Embora no prólogo e o primeiro capítulo desta biografia se refiram a anos de 1910 e 1911 como os “anos decisivos” aqui referidos em detalhe são os quatro seguintes, até 1915. Durante este interregno, Franz Kafka manteve uma febril atividade literária, de criação e busca de um lugar e um nome na literatura alemã, graças sobretudo à ajuda de Max Brod e à atenção que lhe foi dada por Kurt Wolf, um editor de Leipzig.
 
Com ele publicou seu primeiro livro, Contemplação, ao mesmo tempo em que escrevia versões sucessivas de O desaparecido ou Amerika e de O processo, e enviava para impressão O foguista e, já em plena guerra mundial, A metamorfose. Mas no âmbito pessoal, o escritor mal concilia seu emprego de meio expediente no Instituto de Seguros de Acidentes de Trabalho do Reino da Boêmia, em Praga, com a gestão de uma fábrica familiar de amianto, e inicia seu caso amoroso, principalmente epistolar, com uma menina judia residente em Berlim, Felice Bauer, com quem, em 1914, selou, e depois rompeu, um compromisso de casamento.
 
Coisas demais para um jovem hiperestésico, vegetariano e naturista que, em virtude da “autossabotagem” que Reiner Stach lhe atribui, pede desculpas ao chefe de seu escritório por faltar ao trabalho, alegando que a culpa é somente dele, por sua “terrível vida dupla, da qual provavelmente não haverá escapatória a não ser a loucura”. Vida dupla em que tudo — família, profissão, saúde, amor, amizade, fidelidade à sua linhagem, política, lazer — formam uma enorme soma sempre relegada a uma só coisa, a literatura, para a qual Kafka, em carta a Felice Bauer de 14 agosto de 1913, confessa que não ter interesse, porque “sou feito de Literatura, não sou outra coisa e não posso ser outra coisa”.
 
Reiner Stach reconhece a contribuição de Klaus Wagenbach em sua biografia do jovem Kafka que vai até 1912, e dedica setecentas páginas para avançar mais três anos na vida do escritor de Praga.
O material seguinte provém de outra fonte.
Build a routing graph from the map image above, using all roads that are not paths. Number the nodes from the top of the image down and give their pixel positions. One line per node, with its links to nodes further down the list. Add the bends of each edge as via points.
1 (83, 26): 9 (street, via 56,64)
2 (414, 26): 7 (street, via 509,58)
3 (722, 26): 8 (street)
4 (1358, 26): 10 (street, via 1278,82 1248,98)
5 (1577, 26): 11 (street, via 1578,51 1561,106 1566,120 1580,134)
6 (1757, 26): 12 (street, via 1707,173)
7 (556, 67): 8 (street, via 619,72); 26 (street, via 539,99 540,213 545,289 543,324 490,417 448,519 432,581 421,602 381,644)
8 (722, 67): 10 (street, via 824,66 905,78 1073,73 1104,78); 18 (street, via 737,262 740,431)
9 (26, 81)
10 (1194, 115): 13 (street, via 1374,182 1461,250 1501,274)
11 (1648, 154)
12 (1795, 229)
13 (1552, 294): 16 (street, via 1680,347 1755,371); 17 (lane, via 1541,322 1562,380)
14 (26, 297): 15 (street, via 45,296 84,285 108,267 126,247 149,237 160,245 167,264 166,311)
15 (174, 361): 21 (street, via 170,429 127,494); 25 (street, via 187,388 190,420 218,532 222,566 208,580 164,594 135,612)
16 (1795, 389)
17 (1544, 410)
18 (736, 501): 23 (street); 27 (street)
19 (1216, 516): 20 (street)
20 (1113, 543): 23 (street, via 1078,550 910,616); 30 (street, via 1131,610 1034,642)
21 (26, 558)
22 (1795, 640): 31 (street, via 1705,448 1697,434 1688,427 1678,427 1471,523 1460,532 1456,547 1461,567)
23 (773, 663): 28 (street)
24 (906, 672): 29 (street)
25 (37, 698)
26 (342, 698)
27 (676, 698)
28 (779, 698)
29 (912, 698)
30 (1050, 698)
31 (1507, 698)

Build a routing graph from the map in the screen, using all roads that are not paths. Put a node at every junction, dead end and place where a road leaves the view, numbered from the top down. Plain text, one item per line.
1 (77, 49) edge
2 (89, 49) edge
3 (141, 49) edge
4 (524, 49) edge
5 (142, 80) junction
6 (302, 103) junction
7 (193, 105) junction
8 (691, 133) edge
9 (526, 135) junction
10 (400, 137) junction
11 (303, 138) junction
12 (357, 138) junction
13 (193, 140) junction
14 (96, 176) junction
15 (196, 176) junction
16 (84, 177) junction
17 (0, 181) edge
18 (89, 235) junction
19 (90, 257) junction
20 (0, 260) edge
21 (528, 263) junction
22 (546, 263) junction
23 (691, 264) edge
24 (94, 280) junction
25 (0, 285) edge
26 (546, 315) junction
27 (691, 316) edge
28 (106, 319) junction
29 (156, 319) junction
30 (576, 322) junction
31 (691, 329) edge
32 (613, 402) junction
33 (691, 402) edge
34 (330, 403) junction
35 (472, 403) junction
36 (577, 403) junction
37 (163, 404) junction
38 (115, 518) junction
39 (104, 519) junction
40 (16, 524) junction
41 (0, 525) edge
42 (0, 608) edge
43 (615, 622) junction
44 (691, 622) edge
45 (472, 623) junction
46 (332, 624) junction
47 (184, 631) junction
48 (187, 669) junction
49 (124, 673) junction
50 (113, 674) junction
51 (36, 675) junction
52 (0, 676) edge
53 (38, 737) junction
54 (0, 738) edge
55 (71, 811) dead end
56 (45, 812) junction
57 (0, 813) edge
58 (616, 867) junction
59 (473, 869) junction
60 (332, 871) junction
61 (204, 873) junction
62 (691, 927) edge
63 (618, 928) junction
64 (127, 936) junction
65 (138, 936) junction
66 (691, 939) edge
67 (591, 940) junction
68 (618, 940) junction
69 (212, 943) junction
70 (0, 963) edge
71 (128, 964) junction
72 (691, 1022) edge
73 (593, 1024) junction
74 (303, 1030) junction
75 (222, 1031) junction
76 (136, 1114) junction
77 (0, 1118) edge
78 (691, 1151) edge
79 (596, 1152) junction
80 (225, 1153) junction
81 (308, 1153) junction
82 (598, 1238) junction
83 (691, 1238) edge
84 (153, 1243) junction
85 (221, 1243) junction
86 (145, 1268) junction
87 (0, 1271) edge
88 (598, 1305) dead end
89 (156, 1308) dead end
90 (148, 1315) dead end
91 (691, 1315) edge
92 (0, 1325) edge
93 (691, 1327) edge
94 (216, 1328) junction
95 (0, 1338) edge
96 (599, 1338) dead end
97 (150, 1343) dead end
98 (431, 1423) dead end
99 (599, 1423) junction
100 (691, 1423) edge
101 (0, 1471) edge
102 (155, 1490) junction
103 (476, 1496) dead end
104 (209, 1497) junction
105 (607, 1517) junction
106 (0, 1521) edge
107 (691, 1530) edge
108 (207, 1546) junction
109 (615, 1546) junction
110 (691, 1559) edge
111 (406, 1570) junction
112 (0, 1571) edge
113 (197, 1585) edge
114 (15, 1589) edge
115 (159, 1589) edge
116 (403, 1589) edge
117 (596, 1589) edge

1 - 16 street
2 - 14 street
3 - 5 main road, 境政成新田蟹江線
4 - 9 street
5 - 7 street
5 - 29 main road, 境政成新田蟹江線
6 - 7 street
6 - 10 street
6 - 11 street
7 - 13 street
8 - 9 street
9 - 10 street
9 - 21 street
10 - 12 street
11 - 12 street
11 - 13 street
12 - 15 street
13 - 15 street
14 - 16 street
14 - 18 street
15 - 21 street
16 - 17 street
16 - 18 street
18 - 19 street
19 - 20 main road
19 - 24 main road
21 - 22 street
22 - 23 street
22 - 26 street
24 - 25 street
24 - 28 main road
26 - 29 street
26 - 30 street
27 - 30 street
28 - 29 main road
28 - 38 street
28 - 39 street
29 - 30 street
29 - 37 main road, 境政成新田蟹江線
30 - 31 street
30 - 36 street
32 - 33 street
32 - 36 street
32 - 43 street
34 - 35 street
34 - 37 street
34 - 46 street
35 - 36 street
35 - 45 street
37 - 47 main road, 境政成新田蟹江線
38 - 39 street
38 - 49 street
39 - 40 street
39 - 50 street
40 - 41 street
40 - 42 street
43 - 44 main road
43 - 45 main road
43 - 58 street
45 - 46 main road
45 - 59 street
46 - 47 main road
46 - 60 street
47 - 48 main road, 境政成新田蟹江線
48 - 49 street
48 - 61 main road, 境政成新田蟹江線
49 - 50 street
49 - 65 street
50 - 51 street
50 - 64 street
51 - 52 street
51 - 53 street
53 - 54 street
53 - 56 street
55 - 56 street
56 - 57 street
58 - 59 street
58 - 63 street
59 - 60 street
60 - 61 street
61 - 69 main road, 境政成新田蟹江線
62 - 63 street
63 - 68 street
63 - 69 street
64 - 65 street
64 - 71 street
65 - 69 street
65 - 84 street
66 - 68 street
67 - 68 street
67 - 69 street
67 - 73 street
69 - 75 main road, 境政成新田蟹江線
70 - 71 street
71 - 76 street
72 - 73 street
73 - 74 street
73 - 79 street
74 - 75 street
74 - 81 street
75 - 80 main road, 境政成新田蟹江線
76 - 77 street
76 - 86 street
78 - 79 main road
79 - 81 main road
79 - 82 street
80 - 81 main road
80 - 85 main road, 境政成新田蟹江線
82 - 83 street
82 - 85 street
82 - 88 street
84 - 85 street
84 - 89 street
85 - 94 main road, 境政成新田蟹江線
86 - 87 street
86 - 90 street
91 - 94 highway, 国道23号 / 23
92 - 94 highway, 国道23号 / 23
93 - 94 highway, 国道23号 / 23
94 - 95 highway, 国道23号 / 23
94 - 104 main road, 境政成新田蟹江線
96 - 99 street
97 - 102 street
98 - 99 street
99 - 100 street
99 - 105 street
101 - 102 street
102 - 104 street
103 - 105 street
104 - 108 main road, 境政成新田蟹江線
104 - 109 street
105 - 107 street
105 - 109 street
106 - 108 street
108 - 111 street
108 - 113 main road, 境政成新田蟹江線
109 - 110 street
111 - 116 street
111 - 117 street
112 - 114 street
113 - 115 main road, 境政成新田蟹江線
Para além do tour de force que esta equação entre texto e tempo representa, a obra de Stach é fascinante e polêmica pelos postulados metodológicos de que parte, explícitos numa introdução que não se perde, e depois se reitera em vários capítulos da própria biografia, que nesse sentido adquire o viés de uma verdadeira metabiografia.
 
Stach é um biógrafo bem coberto por múltiplos saberes. Sua obra revela um bom conhecimento da Literaturwissenschaft, sobretudo em sua dimensão empírica amplamente cultivada nas últimas décadas precisamente na Alemanha, com atenção aos processos de criação, mediação, recepção e recriação ou pós-processamento de textos literários, mas tampouco lhe são estrangeiros os referenciais teóricos da psicanálise e do marxismo, que ele aplica com bom senso ao caso de Kafka. Mas é notável, sobretudo, sua preocupação estético-filosófica, o “ponto de vista hermenêutico” a que alude e, sobretudo, a que recorre na referida introdução.
 
Com certo gesto arrogante, Stach questiona a metodologia de seus colegas em uso, e é enfático ao afirmar que “o biógrafo de um filósofo deve saber pensar, e o de um escritor, saber escrever”. Disso decorrem duas consequências plenamente cumpridas em Kafka. Os anos decisivos: a reivindicação para a biografia de um título nobiliárquico, o de um gênero literário autônomo, e a afirmação flagrante de que a empatia é a “palavra mágica do biógrafo”.
 
Nos termos de Hans Georg Gadamer, essa atitude em relação à dos biógrafos positivistas equivale ao contraste feito em Verdade e método entre uma “hermenêutica de reconstrução”, na linha de Schleiermacher, e outra “de integração”, como a preconizada por Hegel. Isso não quer dizer que Stach opta abertamente pela invenção em vez da documentação. Ele conhece e administra essa veia quase inesgotável representada pelos diários de Kafka, seus manuscritos, suas cartas e as que Felice Bauer lhe escreveu, os textos de Brod e outros diversos documentos, tanto literários quanto fotográficos.
 
Como o próprio Stach reconhece, há dias na vida de Kafka naqueles anos em que podemos reconstruir o que ele fez hora a hora, mas mesmo quando esse é o caso, resta uma margem de compreensão simpática que o biógrafo deve buscar para chegar a uma quimera: o conhecimento de como era ser Franz Kafka.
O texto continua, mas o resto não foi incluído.